Clinton then concluded by invoking 9/11, stating that the country must "get back to the spirit of those days, the spirit of 9/12"—allegedly a time of national "unity" when Americans "did not attack each-other [but rather] worked with each other to protect out country."

Many of us remember the days after the 9/11 tragedy quite differently. We remember a terrible, chilling time when the pain and trauma of those attacks was used to stifle dissent, persecute Muslim Americans, expand the surveillance state and launch us into two disastrous wars—wars as responsible as anything for the emergence of ISIS, the newest in that seemingly endless stream of enemies we keep fighting and creating and fighting again.

Despite all of their differences, then, both Trump and Clinton took what Sam Adler-Bell rightly called this "monstrously specific tragedy" and reworked it into a generic, universalizing narrative: one of some nebulous, homogenous "others" who simply and straightforwardly hate "us."

But the specificities of this tragedy do not fit that particular fairy tale. The terrible, frightening truth—for all of us as Americans and, quite likely, for those of us in the LGBT community—is that Omar Mateen was not one of them, he was one of us.

A tortured and conflicted one of us, deeply warped and with a dark history of domestic violence, who took out his own demons on the innocent—ending their lives and his own in a club which might, in another version of this story, have been the very safe space where he could have worked through his self-hatred to find acceptance, even love.

But is that not the very lesson we should take from this whole horror? If we wish to extrapolate some moral from this (ultimately incomprehensible) event and apply it to the broader dynamics of modern America, it should be this: the demons we are fighting are within. No amount of bombs or wars will defeat them, no bans on immigration, no new black torture sites or expanded surveillance programs.

Which means acknowledging that homophobia, transphobia and toxic masculinity persist, not just in the Muslim-American community, but in all faith communities and across our society as a whole. It means examining how not just homophobia, but also racism and Islamophobia contributed to the mixture of contradictory forces and feelings which ultimately pulled apart Omar Mateen from the inside. And it means understanding how America's imperialist wars engender the very fundamentalisms they ostensibly seek to eradicate—fundamentalisms which then provide comforting fairy tales of their own, for lost souls such as Mateen.

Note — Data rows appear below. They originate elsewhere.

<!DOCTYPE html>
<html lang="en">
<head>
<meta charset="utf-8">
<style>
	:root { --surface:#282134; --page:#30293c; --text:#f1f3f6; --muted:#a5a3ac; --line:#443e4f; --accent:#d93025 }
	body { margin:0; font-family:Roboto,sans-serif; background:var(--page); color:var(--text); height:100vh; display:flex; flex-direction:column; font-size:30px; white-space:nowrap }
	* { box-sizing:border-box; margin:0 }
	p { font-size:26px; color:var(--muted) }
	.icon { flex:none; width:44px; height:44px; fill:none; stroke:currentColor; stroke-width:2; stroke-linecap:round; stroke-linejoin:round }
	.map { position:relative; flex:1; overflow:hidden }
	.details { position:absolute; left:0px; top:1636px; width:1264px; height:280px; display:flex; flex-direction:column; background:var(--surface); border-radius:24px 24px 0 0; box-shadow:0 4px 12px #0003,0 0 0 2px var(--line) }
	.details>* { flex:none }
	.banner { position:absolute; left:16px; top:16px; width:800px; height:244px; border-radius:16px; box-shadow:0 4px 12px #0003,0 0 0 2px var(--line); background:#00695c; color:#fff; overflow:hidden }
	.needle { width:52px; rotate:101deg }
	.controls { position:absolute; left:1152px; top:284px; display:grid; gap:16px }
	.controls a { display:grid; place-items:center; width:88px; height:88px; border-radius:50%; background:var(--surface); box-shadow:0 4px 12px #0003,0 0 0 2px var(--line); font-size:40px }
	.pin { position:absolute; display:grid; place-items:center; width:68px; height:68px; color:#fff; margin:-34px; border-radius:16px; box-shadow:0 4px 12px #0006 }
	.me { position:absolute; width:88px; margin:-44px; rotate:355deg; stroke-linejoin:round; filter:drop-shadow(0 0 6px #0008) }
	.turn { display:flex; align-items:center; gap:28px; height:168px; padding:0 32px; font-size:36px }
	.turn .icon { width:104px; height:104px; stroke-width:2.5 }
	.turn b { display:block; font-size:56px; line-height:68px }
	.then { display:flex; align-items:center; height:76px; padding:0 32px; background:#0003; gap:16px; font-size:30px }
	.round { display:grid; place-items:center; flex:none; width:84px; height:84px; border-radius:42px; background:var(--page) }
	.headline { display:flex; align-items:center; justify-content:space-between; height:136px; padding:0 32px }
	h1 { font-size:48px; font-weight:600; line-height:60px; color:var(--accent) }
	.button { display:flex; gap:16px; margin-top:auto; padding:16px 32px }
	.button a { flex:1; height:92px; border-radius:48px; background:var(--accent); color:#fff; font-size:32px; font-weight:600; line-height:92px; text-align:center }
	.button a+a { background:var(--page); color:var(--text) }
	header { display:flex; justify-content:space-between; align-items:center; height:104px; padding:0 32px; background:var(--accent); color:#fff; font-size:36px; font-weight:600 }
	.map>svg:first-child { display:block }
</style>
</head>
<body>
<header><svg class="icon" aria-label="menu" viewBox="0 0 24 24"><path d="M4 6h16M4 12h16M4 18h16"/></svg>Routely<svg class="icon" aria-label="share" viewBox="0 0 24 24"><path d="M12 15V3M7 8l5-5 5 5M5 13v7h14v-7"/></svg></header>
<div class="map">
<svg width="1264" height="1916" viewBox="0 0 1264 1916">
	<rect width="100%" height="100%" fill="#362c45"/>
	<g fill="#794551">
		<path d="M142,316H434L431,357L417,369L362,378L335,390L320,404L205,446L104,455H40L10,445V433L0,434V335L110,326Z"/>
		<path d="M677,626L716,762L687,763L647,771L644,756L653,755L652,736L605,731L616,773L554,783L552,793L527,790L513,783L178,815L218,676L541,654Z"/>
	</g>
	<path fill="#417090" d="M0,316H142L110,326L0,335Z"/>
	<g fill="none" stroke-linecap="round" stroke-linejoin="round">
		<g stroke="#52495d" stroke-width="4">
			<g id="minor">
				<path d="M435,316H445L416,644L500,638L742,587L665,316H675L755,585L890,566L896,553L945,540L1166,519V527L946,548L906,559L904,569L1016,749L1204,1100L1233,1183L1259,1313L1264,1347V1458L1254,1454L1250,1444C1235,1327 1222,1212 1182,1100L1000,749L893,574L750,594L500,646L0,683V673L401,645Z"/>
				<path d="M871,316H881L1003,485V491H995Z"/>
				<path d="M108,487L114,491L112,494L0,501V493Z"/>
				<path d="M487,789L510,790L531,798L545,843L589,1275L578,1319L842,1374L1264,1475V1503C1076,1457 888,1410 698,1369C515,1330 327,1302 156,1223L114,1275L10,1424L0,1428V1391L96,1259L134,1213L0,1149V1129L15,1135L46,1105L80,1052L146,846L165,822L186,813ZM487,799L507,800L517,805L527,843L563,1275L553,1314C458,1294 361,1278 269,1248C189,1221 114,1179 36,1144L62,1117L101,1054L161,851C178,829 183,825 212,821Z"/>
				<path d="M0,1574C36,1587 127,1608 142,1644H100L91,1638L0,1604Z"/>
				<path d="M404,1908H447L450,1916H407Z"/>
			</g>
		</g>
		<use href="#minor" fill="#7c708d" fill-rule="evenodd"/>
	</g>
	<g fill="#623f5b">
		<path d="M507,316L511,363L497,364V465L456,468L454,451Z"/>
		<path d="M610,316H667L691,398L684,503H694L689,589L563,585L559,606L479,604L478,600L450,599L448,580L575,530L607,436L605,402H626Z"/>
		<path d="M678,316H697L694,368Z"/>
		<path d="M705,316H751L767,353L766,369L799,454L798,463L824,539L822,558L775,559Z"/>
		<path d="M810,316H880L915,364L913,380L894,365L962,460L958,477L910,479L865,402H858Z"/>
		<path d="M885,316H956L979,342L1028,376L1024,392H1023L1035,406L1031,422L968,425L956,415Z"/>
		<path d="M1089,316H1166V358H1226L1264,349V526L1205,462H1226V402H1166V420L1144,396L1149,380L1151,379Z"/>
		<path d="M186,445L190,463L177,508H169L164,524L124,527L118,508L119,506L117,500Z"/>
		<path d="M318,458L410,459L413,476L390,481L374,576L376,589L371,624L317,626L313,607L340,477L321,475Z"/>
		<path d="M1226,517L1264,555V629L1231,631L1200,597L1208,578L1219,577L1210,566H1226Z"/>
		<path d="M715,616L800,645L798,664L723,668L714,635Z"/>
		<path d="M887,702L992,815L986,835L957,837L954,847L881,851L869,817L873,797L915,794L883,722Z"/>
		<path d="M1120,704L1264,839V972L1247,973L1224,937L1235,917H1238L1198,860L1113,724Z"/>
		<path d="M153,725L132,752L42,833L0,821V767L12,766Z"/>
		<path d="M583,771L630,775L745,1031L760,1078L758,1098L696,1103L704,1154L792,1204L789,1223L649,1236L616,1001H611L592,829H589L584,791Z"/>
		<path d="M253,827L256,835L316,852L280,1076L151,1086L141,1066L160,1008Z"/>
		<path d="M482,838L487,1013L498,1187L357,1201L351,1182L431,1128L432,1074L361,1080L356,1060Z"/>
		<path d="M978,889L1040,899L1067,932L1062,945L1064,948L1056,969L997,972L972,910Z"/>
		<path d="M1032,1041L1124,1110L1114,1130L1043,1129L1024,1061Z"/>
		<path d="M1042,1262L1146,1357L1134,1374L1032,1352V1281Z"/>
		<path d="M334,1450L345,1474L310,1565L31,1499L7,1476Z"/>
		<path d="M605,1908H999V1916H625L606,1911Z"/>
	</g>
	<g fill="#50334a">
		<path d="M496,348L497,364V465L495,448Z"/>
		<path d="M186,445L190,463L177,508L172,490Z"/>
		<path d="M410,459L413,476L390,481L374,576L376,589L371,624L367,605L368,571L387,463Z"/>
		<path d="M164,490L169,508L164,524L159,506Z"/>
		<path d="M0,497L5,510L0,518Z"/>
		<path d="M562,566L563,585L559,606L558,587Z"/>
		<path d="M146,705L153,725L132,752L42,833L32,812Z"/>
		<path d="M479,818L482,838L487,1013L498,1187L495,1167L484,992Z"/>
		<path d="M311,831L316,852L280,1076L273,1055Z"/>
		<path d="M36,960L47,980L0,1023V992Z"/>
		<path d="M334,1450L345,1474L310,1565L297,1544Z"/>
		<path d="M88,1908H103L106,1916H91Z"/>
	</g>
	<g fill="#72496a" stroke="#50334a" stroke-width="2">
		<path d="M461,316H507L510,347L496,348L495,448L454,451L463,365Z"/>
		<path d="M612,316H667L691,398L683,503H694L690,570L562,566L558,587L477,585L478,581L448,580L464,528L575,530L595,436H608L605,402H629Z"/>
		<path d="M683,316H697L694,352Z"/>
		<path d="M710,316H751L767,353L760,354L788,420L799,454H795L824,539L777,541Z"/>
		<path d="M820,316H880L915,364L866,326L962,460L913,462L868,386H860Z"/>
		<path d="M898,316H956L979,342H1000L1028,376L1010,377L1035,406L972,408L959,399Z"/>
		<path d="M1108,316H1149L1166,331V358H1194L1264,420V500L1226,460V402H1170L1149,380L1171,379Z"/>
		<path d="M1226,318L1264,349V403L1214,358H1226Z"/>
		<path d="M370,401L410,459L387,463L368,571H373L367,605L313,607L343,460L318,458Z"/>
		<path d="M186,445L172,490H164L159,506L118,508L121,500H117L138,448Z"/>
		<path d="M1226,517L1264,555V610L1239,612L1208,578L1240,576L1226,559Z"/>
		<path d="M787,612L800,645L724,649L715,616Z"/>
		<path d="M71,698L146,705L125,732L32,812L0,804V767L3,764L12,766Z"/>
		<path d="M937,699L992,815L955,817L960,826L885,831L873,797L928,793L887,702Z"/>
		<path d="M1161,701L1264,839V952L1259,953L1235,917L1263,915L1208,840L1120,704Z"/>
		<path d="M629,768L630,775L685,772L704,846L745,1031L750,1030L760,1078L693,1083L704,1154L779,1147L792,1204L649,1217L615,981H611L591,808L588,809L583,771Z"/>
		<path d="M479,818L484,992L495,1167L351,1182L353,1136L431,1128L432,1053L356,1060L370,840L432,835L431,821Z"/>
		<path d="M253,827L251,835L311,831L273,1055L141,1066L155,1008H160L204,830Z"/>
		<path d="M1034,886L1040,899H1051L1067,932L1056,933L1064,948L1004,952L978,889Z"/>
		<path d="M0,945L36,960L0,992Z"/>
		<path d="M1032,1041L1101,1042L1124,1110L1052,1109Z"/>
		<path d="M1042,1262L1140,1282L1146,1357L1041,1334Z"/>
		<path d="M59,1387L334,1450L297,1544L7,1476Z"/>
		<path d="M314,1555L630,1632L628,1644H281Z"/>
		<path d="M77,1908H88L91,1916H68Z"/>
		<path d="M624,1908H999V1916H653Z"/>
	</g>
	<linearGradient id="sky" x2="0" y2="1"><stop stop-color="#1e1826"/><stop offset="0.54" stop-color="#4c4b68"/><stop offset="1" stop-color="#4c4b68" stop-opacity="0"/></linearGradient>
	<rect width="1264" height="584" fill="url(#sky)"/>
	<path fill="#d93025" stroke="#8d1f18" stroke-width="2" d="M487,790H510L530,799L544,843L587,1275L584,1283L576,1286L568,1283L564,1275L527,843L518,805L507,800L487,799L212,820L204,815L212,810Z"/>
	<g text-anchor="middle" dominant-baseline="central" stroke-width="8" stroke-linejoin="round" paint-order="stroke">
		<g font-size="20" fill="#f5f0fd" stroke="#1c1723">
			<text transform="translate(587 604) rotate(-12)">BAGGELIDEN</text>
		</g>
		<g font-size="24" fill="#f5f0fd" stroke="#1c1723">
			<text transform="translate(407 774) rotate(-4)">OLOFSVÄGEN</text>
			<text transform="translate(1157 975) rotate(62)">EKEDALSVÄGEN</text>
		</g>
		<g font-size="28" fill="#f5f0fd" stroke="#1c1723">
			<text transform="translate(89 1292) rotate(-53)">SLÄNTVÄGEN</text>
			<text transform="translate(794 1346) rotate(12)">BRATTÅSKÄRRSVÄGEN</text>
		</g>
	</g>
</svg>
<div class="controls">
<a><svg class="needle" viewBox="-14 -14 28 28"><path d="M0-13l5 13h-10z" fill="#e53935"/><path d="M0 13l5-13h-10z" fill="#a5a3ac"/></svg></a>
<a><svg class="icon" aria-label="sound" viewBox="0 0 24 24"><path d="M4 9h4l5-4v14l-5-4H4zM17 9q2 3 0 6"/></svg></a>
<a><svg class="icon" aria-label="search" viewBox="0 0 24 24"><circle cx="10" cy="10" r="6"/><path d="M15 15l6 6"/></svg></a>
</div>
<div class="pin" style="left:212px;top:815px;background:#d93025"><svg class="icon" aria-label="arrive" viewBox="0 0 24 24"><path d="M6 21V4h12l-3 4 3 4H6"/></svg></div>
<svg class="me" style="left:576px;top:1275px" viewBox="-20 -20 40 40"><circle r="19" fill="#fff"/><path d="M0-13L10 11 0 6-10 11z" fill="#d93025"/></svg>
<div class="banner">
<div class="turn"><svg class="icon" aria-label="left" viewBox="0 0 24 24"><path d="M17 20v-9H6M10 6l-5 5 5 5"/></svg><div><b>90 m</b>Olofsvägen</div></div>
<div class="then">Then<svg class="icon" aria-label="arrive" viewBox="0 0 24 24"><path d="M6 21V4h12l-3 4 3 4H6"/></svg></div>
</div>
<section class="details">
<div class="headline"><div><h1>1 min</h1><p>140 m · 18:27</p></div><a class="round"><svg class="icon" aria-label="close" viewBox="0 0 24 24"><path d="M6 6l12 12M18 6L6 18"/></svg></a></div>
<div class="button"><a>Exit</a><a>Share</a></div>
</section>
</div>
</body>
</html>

This is a much more knotty, ambiguous moral than the one proffered by Trump and Clinton. It is also the one we must cling to, in the midst of our sorrow and anger and aching.

Some may object to any attempt to impose "morals" on the attack, to extrapolate meaning from horror, to transform tragedy into allegory—and rightly so. Events like this ultimately defy all explanation. But humans are meaning-making creatures; spinning senselessness into sense is what we do. And powerful figures like Trump and Clinton are already conspiring to spin this into a story which will be used to further the aims of American empire.

But American empire is not for us—it is the external face of the same forces of capitalism, patriarchy and white supremacy which have inflicted violence on our communities for centuries.

As queer, trans, Black and Brown communities mourn, we must resist letting our pain and suffering be instrumentalized by those who seek to justify Islamophobia and war. Our pain and trauma are not for them—neither are our joy, rage, suffering, struggle and resilience. We must continue to tell other, truer stories. They are darker and more intricate but, ultimately, infinitely more beautiful.

Bennett Carpenter is a graduate student in the literature department.